Turkey has extended the mandate of a state-appointed trustee running the southeastern city of Mardin, keeping the municipality under central government control despite a court acquittal of the elected mayor, whose removal had been justified by terrorism-related charges, the Birgün daily reported.
The interior ministry extended for two more months the mandate of Tuncay Akkoyun, the provincial governor appointed to run the municipality. Akkoyun replaced Ahmet Türk, a veteran Kurdish politician who won the mayoral race in the March 2024 local elections as the candidate of the Peoples’ Equality and Democracy Party (DEM Party).
The decision means Mardin will continue to be governed by the trustee rather than its elected leadership, even though the legal case cited to justify the mayor’s removal has now concluded without a conviction, leaving no active court ruling that bars him from office.
Türk, 83, was removed from office by the interior ministry in November 2024, marking the third time he had been ousted as mayor. The ministry cited an ongoing trial at the Ankara 14th High Criminal Court as justification for the move, saying he was being prosecuted for “disseminating terrorist propaganda.”

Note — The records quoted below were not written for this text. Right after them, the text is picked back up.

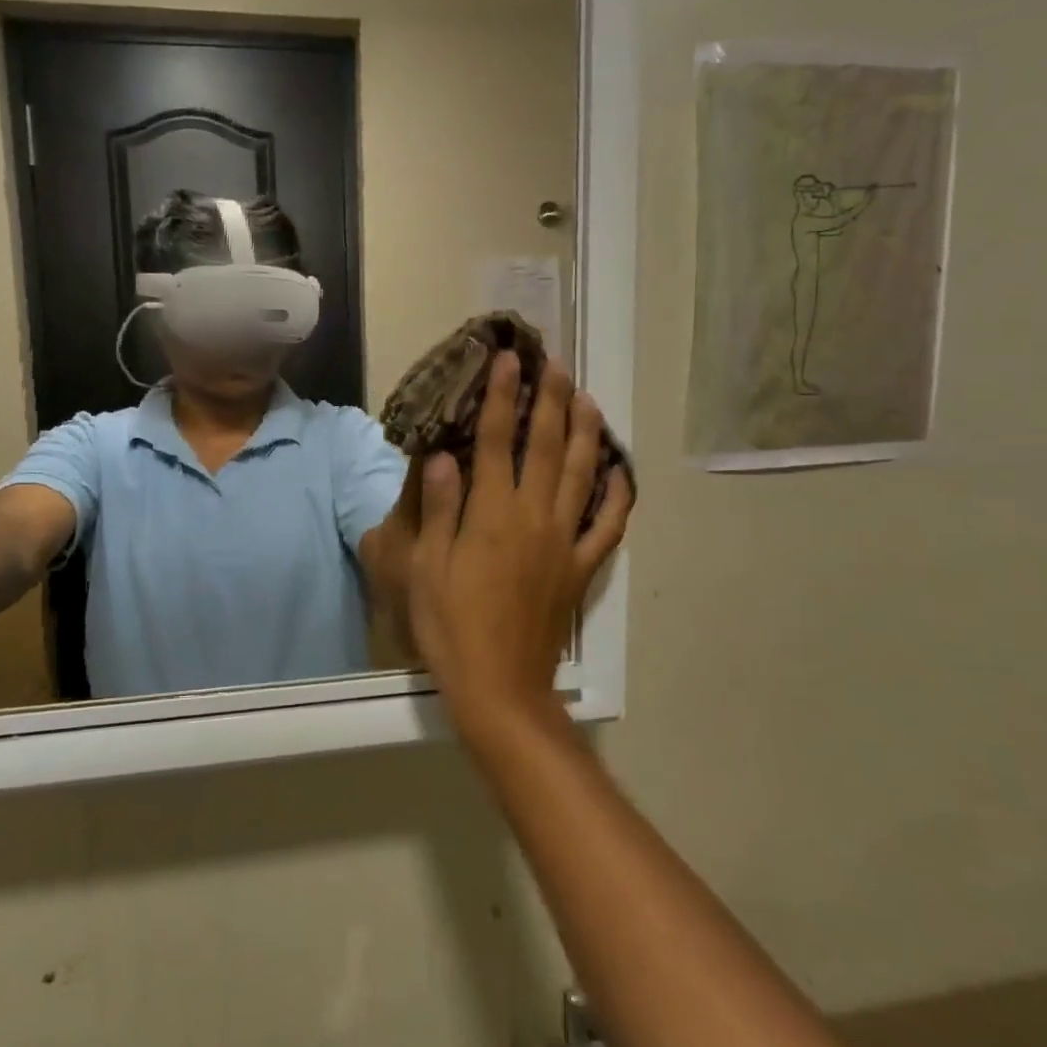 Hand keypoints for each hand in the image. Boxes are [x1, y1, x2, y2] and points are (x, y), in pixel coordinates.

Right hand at [407, 354, 631, 735]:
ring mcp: (564, 541)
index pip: (495, 440)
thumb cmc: (451, 626)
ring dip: (585, 433)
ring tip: (587, 399)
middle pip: (546, 446)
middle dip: (550, 400)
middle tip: (556, 364)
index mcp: (491, 513)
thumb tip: (443, 456)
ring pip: (582, 474)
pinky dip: (618, 495)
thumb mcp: (427, 568)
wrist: (499, 686)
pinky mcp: (581, 568)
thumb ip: (440, 508)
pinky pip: (608, 526)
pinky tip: (620, 471)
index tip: (508, 359)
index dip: (501, 396)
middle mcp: (533, 516) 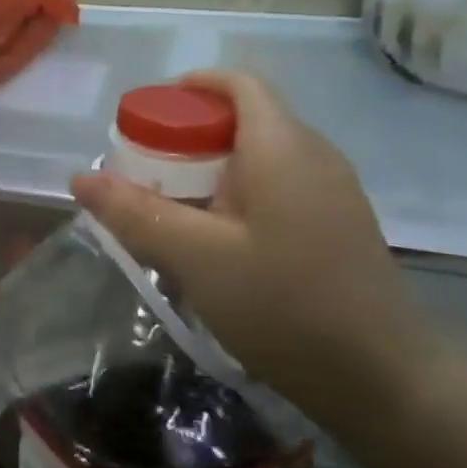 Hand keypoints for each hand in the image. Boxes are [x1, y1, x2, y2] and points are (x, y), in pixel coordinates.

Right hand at [71, 71, 444, 438]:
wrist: (387, 383)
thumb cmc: (286, 305)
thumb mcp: (195, 257)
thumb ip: (135, 212)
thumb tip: (79, 177)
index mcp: (282, 146)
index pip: (238, 84)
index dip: (191, 86)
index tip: (146, 114)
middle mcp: (314, 155)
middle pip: (245, 118)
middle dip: (189, 133)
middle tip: (144, 169)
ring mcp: (331, 192)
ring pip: (260, 156)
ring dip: (210, 168)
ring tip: (169, 206)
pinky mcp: (336, 226)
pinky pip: (277, 187)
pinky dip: (236, 193)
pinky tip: (215, 240) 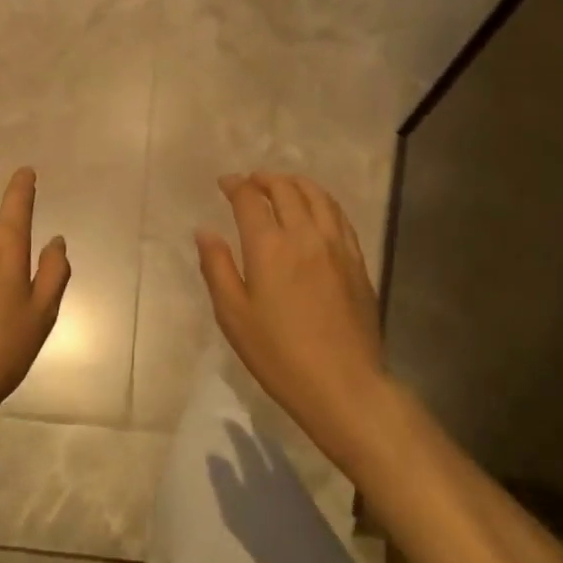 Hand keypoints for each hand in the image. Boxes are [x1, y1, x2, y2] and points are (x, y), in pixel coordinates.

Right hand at [195, 172, 387, 466]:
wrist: (343, 384)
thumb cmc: (278, 354)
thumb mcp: (233, 315)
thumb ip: (217, 267)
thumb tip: (205, 231)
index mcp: (269, 247)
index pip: (250, 199)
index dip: (236, 185)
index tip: (225, 183)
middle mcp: (305, 235)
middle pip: (286, 190)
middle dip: (265, 179)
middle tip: (251, 182)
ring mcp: (336, 246)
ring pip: (318, 197)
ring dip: (296, 184)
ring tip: (283, 185)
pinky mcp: (357, 261)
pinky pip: (339, 216)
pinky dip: (323, 201)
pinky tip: (317, 209) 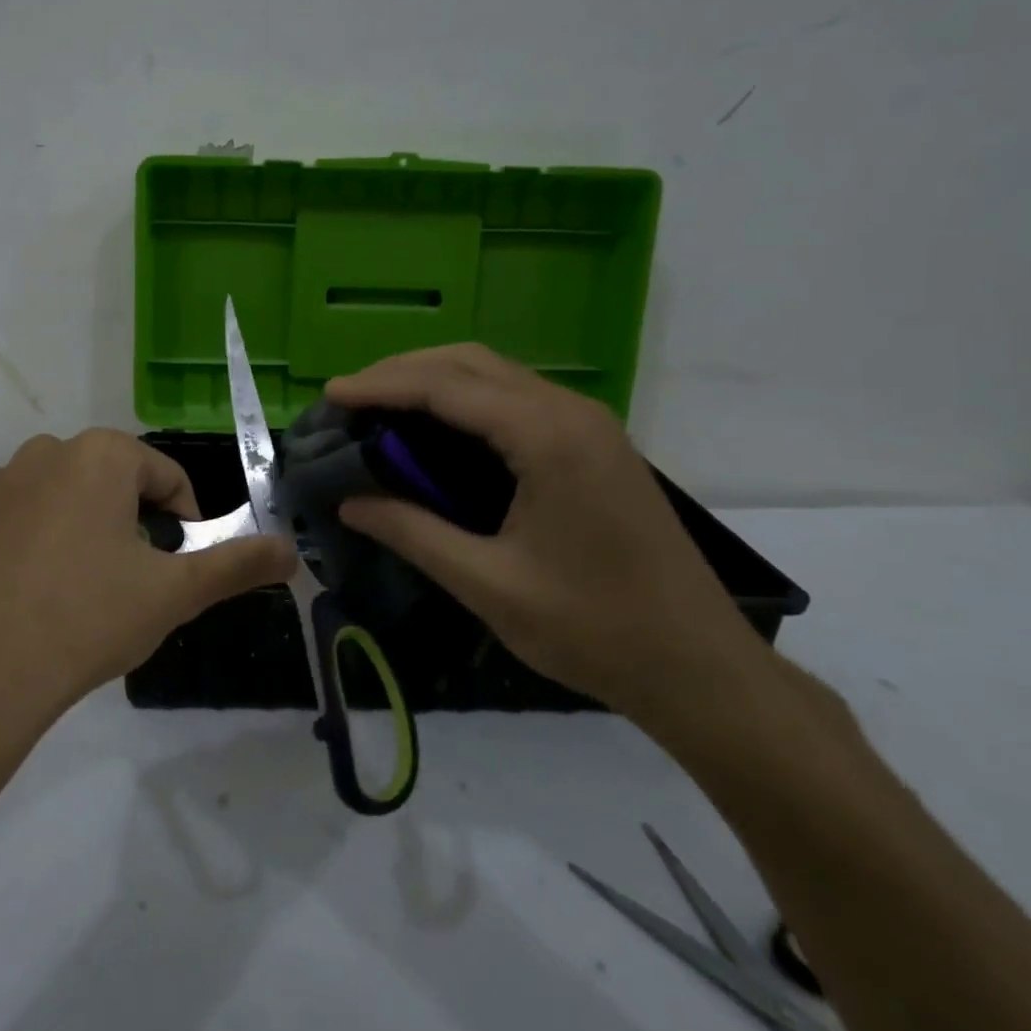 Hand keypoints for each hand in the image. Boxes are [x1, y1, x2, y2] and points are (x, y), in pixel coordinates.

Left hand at [0, 429, 295, 742]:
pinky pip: (15, 520)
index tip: (180, 562)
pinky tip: (33, 596)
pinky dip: (34, 543)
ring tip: (84, 588)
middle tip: (134, 577)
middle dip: (132, 520)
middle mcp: (43, 453)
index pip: (164, 474)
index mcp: (99, 455)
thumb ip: (237, 565)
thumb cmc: (87, 620)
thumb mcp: (174, 594)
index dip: (184, 517)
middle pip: (110, 480)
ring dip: (83, 527)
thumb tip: (291, 551)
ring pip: (61, 496)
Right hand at [327, 346, 769, 728]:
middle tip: (351, 398)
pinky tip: (439, 429)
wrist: (700, 667)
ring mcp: (588, 424)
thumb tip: (349, 503)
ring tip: (382, 408)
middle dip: (403, 372)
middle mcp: (569, 411)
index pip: (445, 388)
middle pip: (470, 364)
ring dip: (435, 381)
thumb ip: (413, 533)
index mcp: (546, 436)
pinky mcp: (595, 444)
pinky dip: (467, 401)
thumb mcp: (488, 584)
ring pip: (495, 375)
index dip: (381, 386)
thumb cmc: (593, 628)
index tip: (330, 394)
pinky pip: (517, 399) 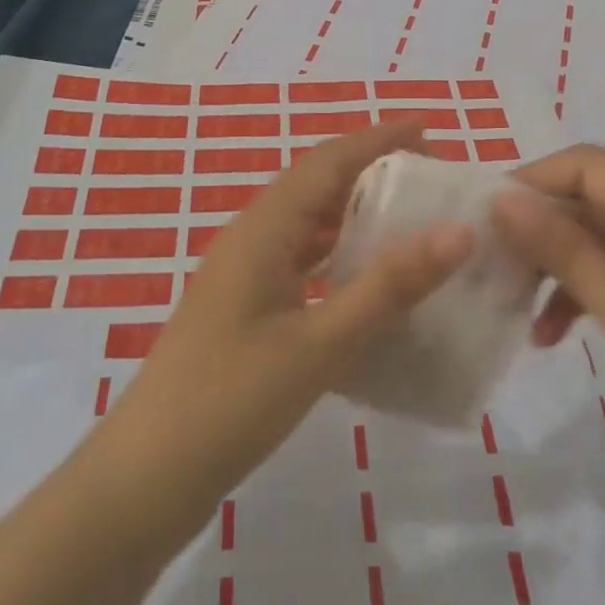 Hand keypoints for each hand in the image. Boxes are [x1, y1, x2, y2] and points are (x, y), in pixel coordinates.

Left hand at [95, 122, 472, 530]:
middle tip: (429, 178)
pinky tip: (366, 279)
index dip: (377, 139)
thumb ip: (389, 286)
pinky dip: (336, 255)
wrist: (147, 477)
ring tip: (409, 218)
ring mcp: (243, 274)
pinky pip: (298, 261)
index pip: (327, 161)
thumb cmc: (232, 401)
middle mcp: (250, 238)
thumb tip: (457, 232)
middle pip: (316, 184)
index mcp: (262, 229)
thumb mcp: (321, 344)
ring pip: (306, 224)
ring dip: (353, 212)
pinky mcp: (243, 308)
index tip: (428, 128)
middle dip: (370, 170)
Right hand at [493, 145, 604, 509]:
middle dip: (543, 229)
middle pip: (598, 200)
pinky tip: (554, 332)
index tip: (484, 215)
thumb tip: (505, 200)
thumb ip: (569, 252)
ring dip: (562, 266)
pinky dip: (590, 291)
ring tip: (516, 306)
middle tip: (493, 265)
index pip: (592, 165)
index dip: (534, 181)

The case stemmed from a speech Türk gave in the southeastern province of Siirt in March 2011, in which the prosecutors accused him of promoting the outlawed Kurdistan Workers’ Party (PKK), designated as a terrorist organization by Turkey and its Western allies. The trial began in 2022. Türk was acquitted of the charges in late October 2025.
Asked after the ruling whether he expected to return to office, Türk said, “We do not have such an expectation.”
Mardin, a city near Turkey’s border with Syria, has a predominantly Kurdish population and has repeatedly voted for pro-Kurdish parties in local elections. Türk, who has served multiple terms as mayor, was elected for a third time in the March 2024 elections.
Turkey has frequently replaced elected mayors in Kurdish-majority municipalities with government-appointed administrators, citing alleged links to terrorist groups. The practice expanded after a coup attempt in 2016 and has continued through subsequent election cycles.
Following the 2024 local elections, trustees were appointed to several municipalities won by the DEM Party, including in the southeastern provinces of Van, Hakkari, Siirt, Batman and Tunceli.
Ongoing peace talks with the PKK have raised the prospect of the reinstatement to office of the DEM Party mayors. However, the government has thus far not taken any steps to that effect.